- [WHAT TO WORK ON]: Go over the entries below line by line, copying each one that contains the word "SHIN".

- [DATA FOR THIS TASK]:
▶

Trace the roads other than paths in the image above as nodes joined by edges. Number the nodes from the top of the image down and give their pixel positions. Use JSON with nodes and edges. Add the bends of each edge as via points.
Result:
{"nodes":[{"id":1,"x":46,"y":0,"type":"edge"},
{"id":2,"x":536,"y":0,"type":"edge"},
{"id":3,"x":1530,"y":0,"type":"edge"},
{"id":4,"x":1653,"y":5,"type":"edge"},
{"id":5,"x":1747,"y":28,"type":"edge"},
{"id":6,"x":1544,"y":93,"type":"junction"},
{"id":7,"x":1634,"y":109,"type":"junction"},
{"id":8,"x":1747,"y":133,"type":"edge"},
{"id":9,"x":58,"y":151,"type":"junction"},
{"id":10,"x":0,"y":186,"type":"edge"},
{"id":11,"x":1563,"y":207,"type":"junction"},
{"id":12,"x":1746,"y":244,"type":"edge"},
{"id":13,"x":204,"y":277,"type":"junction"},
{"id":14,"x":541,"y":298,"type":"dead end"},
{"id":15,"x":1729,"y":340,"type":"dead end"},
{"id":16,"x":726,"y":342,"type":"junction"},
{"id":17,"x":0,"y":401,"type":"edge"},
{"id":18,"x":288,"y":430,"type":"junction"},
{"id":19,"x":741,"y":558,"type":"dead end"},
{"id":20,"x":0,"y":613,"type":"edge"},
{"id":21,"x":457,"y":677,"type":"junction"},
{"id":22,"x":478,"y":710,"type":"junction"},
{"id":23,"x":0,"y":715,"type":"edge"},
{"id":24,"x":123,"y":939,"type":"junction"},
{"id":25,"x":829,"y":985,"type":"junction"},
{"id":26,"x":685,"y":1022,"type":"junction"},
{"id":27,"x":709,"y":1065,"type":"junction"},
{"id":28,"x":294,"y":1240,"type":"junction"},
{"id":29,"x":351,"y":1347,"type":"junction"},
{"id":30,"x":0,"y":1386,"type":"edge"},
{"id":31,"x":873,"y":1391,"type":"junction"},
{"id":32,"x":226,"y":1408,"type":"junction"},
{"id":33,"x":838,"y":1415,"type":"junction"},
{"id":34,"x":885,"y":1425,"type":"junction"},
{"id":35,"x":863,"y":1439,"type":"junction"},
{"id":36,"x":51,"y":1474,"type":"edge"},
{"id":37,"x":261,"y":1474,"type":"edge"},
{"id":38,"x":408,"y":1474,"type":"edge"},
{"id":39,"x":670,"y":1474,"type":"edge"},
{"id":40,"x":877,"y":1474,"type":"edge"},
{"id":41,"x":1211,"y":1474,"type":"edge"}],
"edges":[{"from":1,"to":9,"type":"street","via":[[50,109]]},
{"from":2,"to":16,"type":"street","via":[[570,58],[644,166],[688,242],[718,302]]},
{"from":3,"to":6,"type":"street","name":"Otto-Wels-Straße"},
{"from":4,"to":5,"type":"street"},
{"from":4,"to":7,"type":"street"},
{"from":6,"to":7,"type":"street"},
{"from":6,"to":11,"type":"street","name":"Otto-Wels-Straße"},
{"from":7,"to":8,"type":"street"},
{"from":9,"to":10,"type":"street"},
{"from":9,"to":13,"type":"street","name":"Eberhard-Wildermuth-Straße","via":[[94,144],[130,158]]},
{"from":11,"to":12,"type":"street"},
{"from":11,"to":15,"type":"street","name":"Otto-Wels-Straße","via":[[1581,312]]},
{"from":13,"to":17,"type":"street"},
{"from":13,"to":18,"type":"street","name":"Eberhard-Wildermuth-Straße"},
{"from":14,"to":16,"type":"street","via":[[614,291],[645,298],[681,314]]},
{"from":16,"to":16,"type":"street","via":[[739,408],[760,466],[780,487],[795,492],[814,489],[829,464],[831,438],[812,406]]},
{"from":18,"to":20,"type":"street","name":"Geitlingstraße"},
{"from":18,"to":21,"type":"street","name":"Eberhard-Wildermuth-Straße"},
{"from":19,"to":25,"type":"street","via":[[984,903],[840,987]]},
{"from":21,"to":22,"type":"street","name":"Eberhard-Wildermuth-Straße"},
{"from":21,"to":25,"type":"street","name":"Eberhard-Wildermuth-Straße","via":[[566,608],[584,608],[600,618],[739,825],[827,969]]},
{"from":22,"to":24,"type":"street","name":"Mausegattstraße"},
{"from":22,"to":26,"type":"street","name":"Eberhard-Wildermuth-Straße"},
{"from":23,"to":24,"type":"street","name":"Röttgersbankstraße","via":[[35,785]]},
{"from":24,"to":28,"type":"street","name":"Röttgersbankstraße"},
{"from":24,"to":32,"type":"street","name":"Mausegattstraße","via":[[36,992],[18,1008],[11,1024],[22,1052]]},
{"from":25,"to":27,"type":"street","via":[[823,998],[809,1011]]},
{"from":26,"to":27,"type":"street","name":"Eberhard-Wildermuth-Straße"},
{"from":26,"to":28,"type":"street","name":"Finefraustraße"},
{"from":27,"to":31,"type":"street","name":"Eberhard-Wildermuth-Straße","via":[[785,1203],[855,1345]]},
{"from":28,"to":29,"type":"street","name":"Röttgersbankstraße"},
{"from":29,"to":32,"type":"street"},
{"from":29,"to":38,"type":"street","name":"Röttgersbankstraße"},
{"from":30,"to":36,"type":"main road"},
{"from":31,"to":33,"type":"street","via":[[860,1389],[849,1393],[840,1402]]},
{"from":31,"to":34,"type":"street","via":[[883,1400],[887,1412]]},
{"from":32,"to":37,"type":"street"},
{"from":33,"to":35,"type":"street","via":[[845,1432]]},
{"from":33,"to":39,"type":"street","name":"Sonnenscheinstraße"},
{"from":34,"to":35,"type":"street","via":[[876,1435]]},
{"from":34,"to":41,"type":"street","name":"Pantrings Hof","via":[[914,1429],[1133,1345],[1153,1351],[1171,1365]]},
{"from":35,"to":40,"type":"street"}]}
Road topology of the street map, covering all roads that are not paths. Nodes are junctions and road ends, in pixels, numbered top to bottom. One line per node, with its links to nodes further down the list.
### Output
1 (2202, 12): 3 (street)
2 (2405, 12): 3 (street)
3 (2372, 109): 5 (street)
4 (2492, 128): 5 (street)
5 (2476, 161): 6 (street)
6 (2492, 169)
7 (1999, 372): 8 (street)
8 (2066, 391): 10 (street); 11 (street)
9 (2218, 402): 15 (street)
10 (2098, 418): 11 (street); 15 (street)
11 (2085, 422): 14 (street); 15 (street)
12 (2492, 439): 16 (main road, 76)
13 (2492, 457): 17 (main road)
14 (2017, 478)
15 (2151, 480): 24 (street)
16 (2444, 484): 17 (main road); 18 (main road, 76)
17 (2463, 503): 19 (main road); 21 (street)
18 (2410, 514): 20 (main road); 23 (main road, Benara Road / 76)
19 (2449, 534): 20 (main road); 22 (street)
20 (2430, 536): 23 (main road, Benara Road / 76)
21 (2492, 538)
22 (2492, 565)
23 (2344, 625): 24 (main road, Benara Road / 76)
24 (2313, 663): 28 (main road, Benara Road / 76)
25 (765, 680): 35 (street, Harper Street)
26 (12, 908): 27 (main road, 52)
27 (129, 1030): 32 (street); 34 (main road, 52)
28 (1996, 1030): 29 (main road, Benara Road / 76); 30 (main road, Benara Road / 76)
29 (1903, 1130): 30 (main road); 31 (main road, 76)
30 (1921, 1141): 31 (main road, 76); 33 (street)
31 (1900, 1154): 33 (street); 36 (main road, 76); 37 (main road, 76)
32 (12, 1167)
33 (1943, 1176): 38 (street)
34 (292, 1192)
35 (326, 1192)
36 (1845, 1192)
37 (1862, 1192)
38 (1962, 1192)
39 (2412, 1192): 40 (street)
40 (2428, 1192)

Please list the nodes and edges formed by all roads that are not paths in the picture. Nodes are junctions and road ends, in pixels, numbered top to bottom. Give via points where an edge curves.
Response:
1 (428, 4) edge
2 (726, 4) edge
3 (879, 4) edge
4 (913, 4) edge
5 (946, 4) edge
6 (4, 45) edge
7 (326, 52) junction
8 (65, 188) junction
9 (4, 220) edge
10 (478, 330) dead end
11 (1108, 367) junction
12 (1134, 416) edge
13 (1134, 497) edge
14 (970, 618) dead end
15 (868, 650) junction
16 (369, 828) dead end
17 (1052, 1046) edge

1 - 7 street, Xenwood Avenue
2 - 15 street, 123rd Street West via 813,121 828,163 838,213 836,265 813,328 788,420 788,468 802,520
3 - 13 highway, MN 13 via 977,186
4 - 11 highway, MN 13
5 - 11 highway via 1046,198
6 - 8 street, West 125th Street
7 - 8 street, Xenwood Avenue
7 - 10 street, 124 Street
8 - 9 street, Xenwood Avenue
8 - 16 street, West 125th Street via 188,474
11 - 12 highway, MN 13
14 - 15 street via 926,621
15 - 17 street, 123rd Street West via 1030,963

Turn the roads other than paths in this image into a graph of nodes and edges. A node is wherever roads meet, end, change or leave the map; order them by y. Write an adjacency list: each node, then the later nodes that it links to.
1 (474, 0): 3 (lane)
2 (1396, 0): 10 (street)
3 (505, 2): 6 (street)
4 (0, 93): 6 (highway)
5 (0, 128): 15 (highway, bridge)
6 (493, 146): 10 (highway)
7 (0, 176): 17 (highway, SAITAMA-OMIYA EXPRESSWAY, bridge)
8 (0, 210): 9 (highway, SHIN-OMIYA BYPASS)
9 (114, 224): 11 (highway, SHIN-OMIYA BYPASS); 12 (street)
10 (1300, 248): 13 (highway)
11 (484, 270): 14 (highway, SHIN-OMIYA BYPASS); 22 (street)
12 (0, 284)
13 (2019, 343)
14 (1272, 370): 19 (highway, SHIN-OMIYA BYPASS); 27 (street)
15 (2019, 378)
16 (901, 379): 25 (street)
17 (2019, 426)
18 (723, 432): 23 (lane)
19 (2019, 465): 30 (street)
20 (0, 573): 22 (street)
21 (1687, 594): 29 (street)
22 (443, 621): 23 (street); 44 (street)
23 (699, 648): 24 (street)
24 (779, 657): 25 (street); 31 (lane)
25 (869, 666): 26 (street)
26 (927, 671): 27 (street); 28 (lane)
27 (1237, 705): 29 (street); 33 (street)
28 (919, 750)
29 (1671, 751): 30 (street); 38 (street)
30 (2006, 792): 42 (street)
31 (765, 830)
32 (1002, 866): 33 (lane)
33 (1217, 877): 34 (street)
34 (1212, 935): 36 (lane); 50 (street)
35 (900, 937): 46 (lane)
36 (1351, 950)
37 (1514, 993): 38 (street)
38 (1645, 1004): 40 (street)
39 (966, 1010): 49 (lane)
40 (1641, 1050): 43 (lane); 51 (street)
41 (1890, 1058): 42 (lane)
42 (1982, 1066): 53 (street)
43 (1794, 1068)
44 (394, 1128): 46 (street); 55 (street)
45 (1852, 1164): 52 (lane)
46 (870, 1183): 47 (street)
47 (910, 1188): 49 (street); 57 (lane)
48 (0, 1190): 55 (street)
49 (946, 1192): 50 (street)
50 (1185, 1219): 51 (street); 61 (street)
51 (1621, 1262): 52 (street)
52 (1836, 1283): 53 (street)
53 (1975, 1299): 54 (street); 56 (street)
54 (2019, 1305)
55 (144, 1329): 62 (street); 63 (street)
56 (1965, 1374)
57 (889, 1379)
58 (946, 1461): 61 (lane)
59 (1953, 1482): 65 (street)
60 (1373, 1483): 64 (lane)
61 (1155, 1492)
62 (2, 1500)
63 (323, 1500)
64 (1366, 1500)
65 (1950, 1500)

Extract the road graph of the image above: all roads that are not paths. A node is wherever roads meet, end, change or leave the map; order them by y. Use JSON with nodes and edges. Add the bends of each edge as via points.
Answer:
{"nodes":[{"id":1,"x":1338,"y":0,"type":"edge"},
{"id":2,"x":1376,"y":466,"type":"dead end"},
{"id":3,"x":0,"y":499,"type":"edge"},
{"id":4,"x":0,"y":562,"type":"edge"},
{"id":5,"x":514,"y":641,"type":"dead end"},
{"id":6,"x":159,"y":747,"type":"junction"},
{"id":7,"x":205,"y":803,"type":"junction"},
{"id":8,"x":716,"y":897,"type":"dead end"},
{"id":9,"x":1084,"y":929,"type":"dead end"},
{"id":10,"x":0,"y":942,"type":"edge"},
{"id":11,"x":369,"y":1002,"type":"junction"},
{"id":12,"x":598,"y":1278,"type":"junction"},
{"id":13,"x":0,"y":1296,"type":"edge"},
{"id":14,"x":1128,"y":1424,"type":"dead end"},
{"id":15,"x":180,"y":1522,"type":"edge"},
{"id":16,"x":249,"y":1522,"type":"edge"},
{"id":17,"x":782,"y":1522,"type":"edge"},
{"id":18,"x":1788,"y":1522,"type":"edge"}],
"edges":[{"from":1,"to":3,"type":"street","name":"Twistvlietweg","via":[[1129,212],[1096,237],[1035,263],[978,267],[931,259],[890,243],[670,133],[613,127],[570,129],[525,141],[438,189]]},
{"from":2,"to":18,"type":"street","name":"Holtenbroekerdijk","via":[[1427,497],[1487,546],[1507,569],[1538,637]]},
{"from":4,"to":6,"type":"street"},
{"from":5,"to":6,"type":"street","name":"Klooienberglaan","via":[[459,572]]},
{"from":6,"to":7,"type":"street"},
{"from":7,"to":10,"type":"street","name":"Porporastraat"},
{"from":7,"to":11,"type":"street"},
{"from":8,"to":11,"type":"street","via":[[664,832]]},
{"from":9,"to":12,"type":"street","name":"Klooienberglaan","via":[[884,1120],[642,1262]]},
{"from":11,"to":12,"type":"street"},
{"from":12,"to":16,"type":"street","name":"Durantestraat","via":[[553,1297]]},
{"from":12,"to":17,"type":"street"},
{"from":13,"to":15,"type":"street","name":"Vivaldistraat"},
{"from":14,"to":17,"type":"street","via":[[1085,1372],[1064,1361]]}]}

◀

- [ANSWER BELOW]:
8 (0, 210): 9 (highway, SHIN-OMIYA BYPASS)
9 (114, 224): 11 (highway, SHIN-OMIYA BYPASS); 12 (street)
11 (484, 270): 14 (highway, SHIN-OMIYA BYPASS); 22 (street)
14 (1272, 370): 19 (highway, SHIN-OMIYA BYPASS); 27 (street)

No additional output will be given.